2.5

8.8K 1K 1.1K
                                    

"Uzun olanlardan hiç kalmamış sanırım, bu olur mu?"

Felix, pijama arama işine bir ara verirken umutsuz bakışları ve elindeki kapriyle bana doğru döndü. Benim bu konudaki hassasiyetimi biliyordu ama kışın bile şortla yatan biri olduğu için uzun pijaması pek yoktu, olanlar da kirlideydi.

Bana uzatılan pijamaya bakarken derin bir iç çektim, bunu giymek istemiyordum. Dizlerimin hemen üstünde biteceğine çok emindim, bu yüzden başımı olumsuz anlamda salladım.

"Başka yok mu gerçekten?"

Kendimle alakalı takıntılarımı bilen arkadaşım üzgünce başını iki yana salladı. Ona geri verdiğim kapriyi kaldırmasının hemen ardındansa aklına bir fikir gelmiş gibi gözleri açılırken bana döndü.

"Abimden istesene, onun vardır kesin."

Kaşlarım çatılırken parmağımla kendimi işaret ettim. "Ben mi isteyeyim?"

Felix anında başını olumlu anlamda salladı hevesle. "Abim çocuklara göre sana daha ılımlı yaklaşıyor, korkmana gerek yok."

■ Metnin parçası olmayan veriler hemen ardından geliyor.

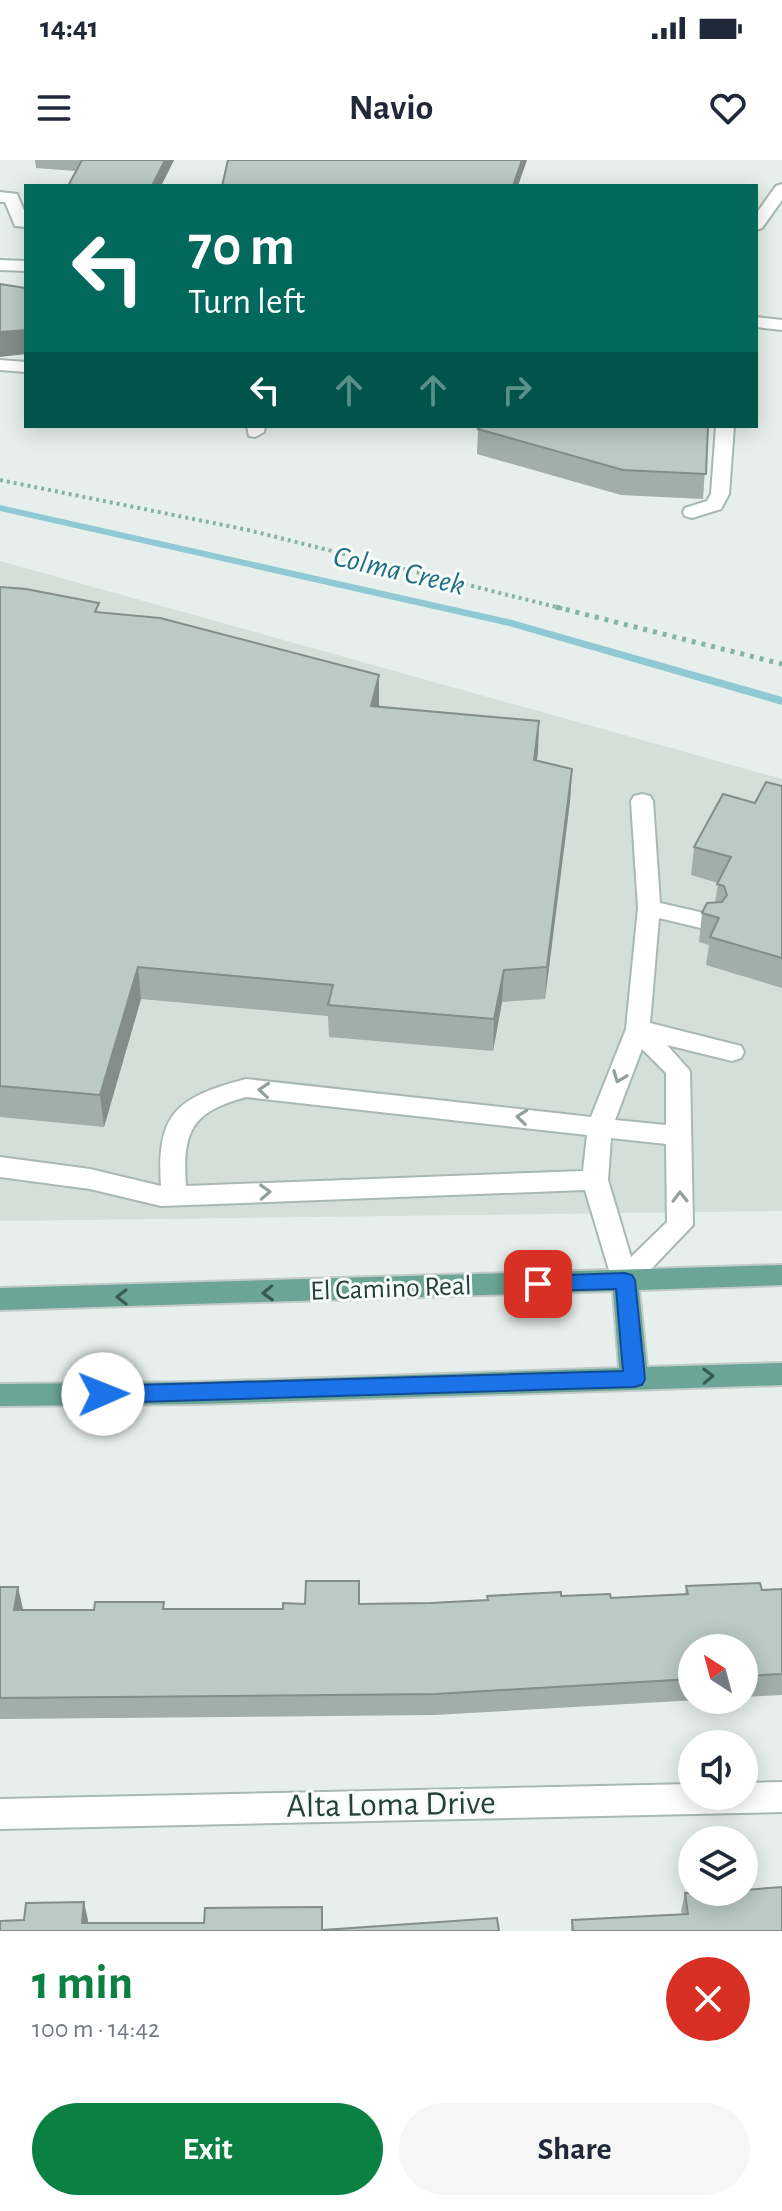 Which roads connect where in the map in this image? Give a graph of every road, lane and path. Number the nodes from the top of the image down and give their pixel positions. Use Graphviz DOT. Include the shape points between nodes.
graph roads {
  1 [pos="782,189"];
  2 [pos="0,197"];
  3 [pos="758,222"];
  4 [pos="21,223"];
  5 [pos="0,265"];
  6 [pos="24,266"];
  7 [pos="758,322"];
  8 [pos="782,325"];
  9 [pos="0,365"];
  10 [pos="24,367"];
  11 [pos="725,428"];
  12 [pos="0,480"];
  13 [pos="692,512"];
  14 [pos="782,664"];
  15 [pos="642,801"];
  16 [pos="649,908"];
  17 [pos="709,922"];
  18 [pos="638,1029"];
  19 [pos="732,1052"];
  20 [pos="600,1126"];
  21 [pos="679,1136"];
  22 [pos="0,1167"];
  23 [pos="595,1180"];
  24 [pos="174,1196"];
  25 [pos="782,1275"];
  26 [pos="625,1280"];
  27 [pos="0,1299"];
  28 [pos="782,1374"];
  29 [pos="634,1379"];
  30 [pos="0,1395"];
  31 [pos="782,1797"];
  32 [pos="0,1814"];
  1 -- 3 [label="street"];
  2 -- 4 [label="street" via="11,197"];
  5 -- 6 [label="street"];
  7 -- 8 [label="street"];
  9 -- 10 [label="street"];
  11 -- 13 [label="street" via="720,494 714,505"];
  12 -- 14 [label="path" via="248,530"];
  15 -- 16 [label="street"];
  16 -- 17 [label="street"];
  16 -- 18 [label="street"];
  18 -- 19 [label="street"];
  18 -- 20 [label="street, one-way"];
  18 -- 21 [label="street" via="678,1071"];
  20 -- 21 [label="street"];
  20 -- 23 [label="street"];
  20 -- 24 [label="street, one-way" via="246,1088 203,1101 178,1126 170,1155"];
  26 -- 21 [label="street, one-way" via="680,1225"];
  22 -- 24 [label="street"];
  24 -- 23 [label="street, one-way"];
  23 -- 26 [label="street"];
  25 -- 26 [label="main road, El Camino Real"];
  26 -- 27 [label="main road, El Camino Real, one-way"];
  26 -- 29 [label="main road"];
  29 -- 28 [label="main road, one-way"];
  29 -- 30 [label="main road"];
  31 -- 32 [label="street, Alta Loma Drive"];
}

Öyle mi yapıyordu? Büyük ihtimalle yaklaşık iki, tatili de sayarsak üç haftadır beraber uyuduğumuz içindi. Bilmiyorum dercesine dudaklarımı büzerken utanarak sordum. "İlkokul çocuğu gibi olacak biliyorum ama, sen istesen olur mu?"

Felix'in dudakları öne doğru büzüldü, tam bana cevap vereceği sırada çalan telefonuysa ikimizin de dikkatini dağıtarak bakışlarımızın Lix'in çalışma masasındaki telefonuna dönmesine sebep oldu. Hyunjin'in aradığını ekrandaki 'Sevgilim' yazısından anlamıştım.

Anında telefonunu alıp açan ve "Efendim sevgilim..." diyen Felix bana da telefonu eliyle kapatırken fısıldayarak "İste sen, bir şey olmaz. Benim konuşmam uzun sürer." demişti.

Derin bir nefes alırken başımı olumlu anlamda salladım isteksizce, uzun süreceğine kesinlikle emindim. Felix'in odasından dışarı adımlarkense nasıl isteyeceğimi düşünüyordum kara kara. Beni yollayanın Felix olduğunu söylemek en mantıklısıydı.

Ona ait bir şeyi giyme düşüncesi içimi hoş ediyordu açıkçası, ne kadar sormaya çekinsem de bu düşünce beni biraz daha bu fikre alıştırmıştı. O an aklıma tatildeyken benim tişörtüme sarılarak uyurken onu bulduğum an geldi, dudaklarımı birbirine bastırdım gülümsememek için. O kadar güzel bir görüntüydü ki, aklımda ölene kadar yer edeceğine emindim.

İç çekerek salonu geçtim, salondaki koltukta yatacaktım. En azından Felix öyle düşünüyordu. Onunla beraber uyumadığım ve bir yabancı gibi koltukta uyumam yüzünden bana demediğini bırakmamıştı, haklıydı da. Normalde onlara geldiğimde eğer Chan yoksa beraber uyuyorduk, kardeşiyle alakalı korumacı tavrı sürdüğünden kaynaklıydı bu. Chan varkense ben pek kalmıyordum onlarda, geriliyordum.

Bir yandan da içten içe Felix'e karşı kendimi çok kötü hissetmiştim. Onunla beraber uyuduğumuz zamanları ya da geceleri sabaha kadar konuştuğumuz günleri çok seviyordum ve Chan şimdi kokumun annelerininkini andırdığını söyleyince... Arkadaşım benim yanımda daha huzurlu uyuyabilir mi diye merak ediyordum. Felix'in uyku sorunu yoktu, bunu biliyordum. Annesi o neredeyse bebekken vefat etmişti, ona dair pek bir şey hatırlamadığı için Chan kadar etkilenmemişti. Bir anneye sahip olma duygusunu hiç tatmadığı için üzülürdü bazen sadece. Konuşmanın sonundaysa abisinin ona hem annelik hem babalık yaptığını ve böyle düşünmesinin abisinin onun için yaptıklarına haksızlık olduğunu söyleyerek ağlardı bana.

İşin en acı tarafıysa Felix haklıydı, Chan'ın kardeşine hem annelik hem de babalık yapmaya başladığı yaş o kadar küçüktü ki, çok erken büyümüştü. Daha doğrusu büyümek zorunda kalmıştı.